I love having soup when it’s cold outside.
It’s winter’s version of a smoothie! Although I suppose technically it’s the other way around and a smoothie is summer’s soup. In any case….
Soups have cooked food so they are easily digested, they have a high water content so are great for hydration and each spoonful is nutrient-dense.
It’s also a perfect batch-cooking meal which is so important as it can be harder to stay on track with healthy eating in the colder months when a quick, crisp salad is not what you want.
Here are 3 easy, tasty and warming soup recipes:
Curried Cauliflower Soup
2 tablespoons coconut oil
1 large onion, chopped
2 garlic cloves, chopped
1 large head cauliflower, chopped
1l vegetable broth
1 tablespoon curry powder
350g frozen peas and carrots
Melt coconut oil in a large soup pan over medium heat. Add chopped onion and garlic. Sauté for about 5 mins until fragrant. Add chopped cauliflower, vegetable broth and curry powder. Simmer for about 20 minutes until the cauliflower is tender.
Transfer to a high-speed blender and blend until smooth. Pour back into the pan and add the frozen peas and carrots. Mix well and warm until the peas and carrots are cooked. Serve warm.
Carrot Ginger Miso Soup
500g chopped carrots
1 large onion,chopped
6 garlic gloves
1 tablespoon coconut oil
3cm piece fresh ginger, chopped
2 cups water OR vegetable broth
2 tablespoons white miso
Preheat oven to 200°C. Put carrots, onion and garlic cloves on a baking sheet and massage with coconut oil. Bake for approx. 20 – 25 mins, until the carrots are tender.
Put the roasted vegetables and ginger in a large soup pan and cover with vegetable broth or water. Bring the pan to a boil. Then blend using an immersion blender or transfer to a high-speed blender and blend until smooth. Finally, mix in the miso, serve and enjoy!
Veggie Lentil Soup
2 tablespoons coconut oil
1 large onion,chopped into small dices
2 large carrots, chopped into small dices
1 small sweet potato, chopped into small dices
1 garlic clove, finely chopped
1 cup dried lentils or 1 400g tin cooked lentils
1 l water OR vegetable broth
Salt & pepper, to taste
Melt coconut oil in a large pan over medium heat. Add onion, carrots, sweet potato and garlic. Sauté for approx 5 minutes. Add lentils and vegetable broth and cook according to instructions on lentil package. If you are using tinned lentils, add them after the vegetables have been cooking for 30 minutes, stir and simmer until warmed through. Serve and enjoy!

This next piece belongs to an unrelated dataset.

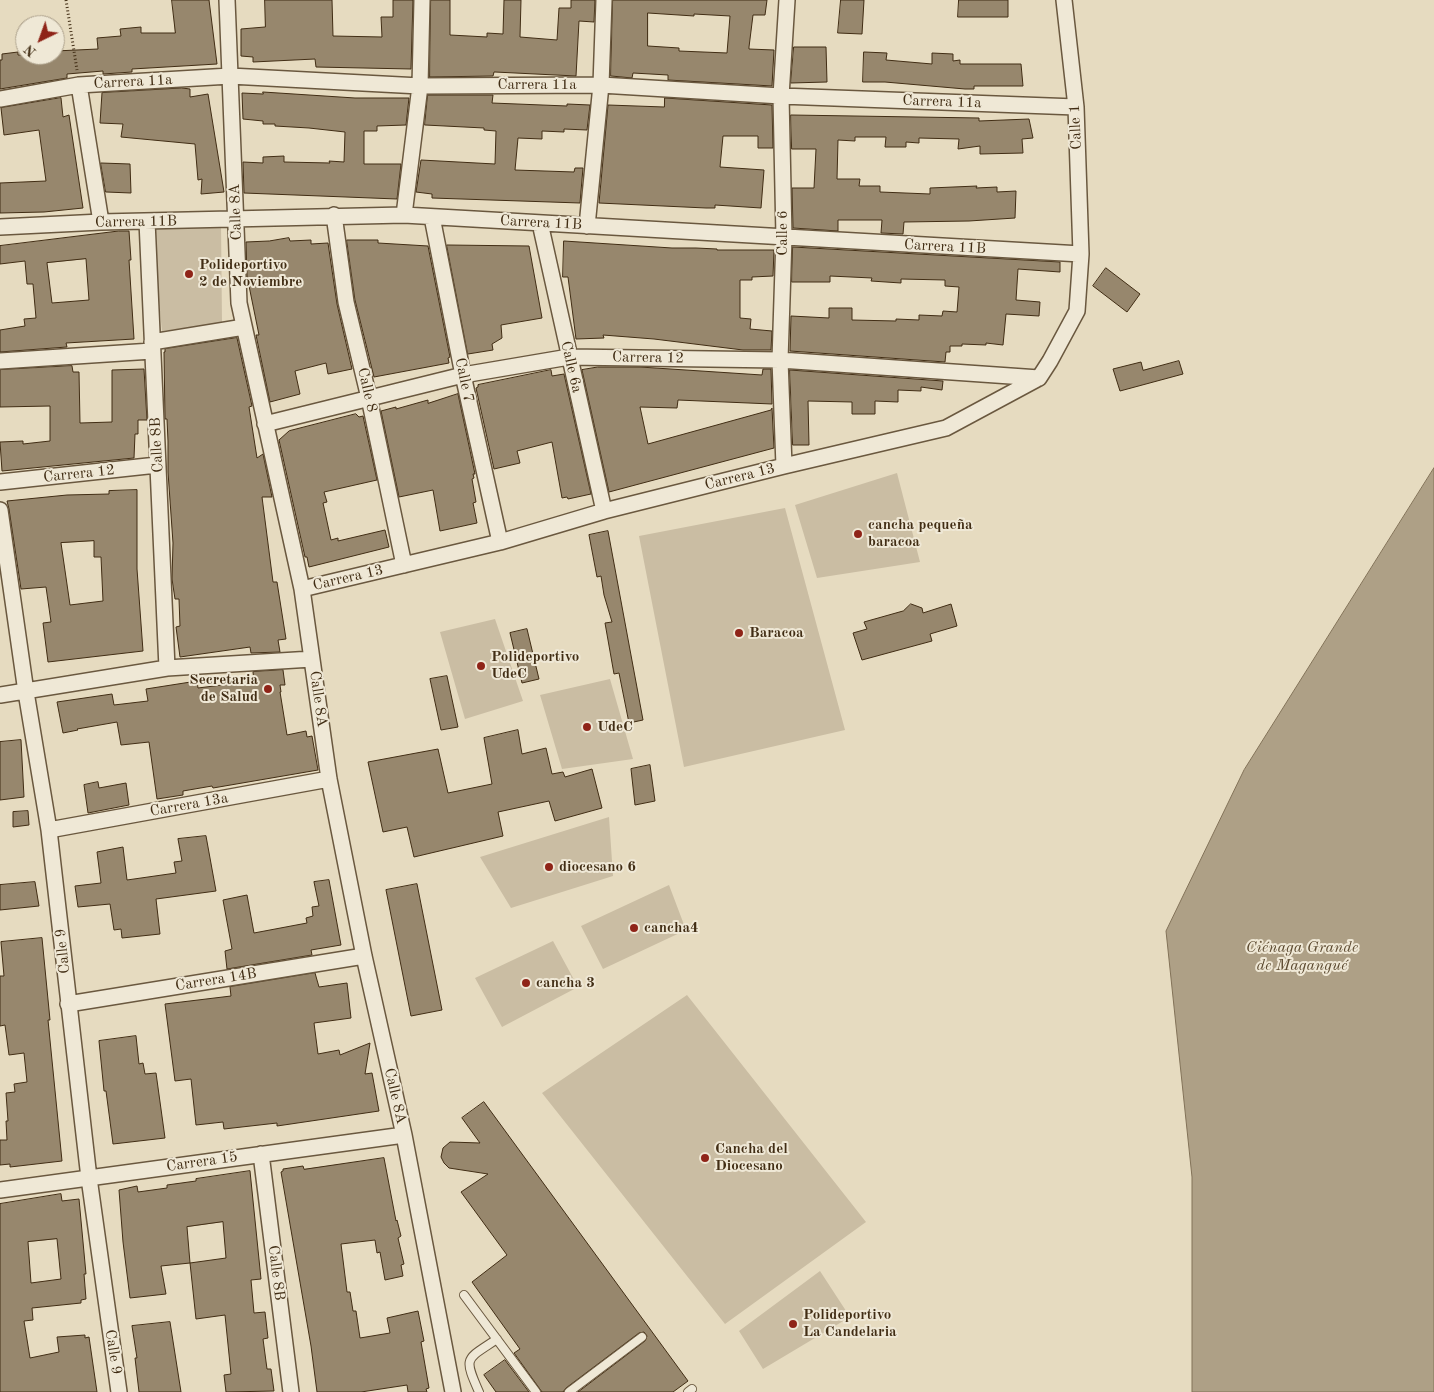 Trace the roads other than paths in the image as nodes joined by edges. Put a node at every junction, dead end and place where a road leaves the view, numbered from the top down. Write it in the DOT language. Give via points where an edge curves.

Make extra when you are cooking them so you have a weekday lunch ready to go or freeze it for a quick dinner later on.
The great thing with plant-based eating is that you can always adapt the recipes according to what you have to hand. Change the pulses around – have beans instead of lentils. No-one in your family likes sweet potatoes? Then change for squash or another vegetable of your choice. This way of cooking is very simple and flexible.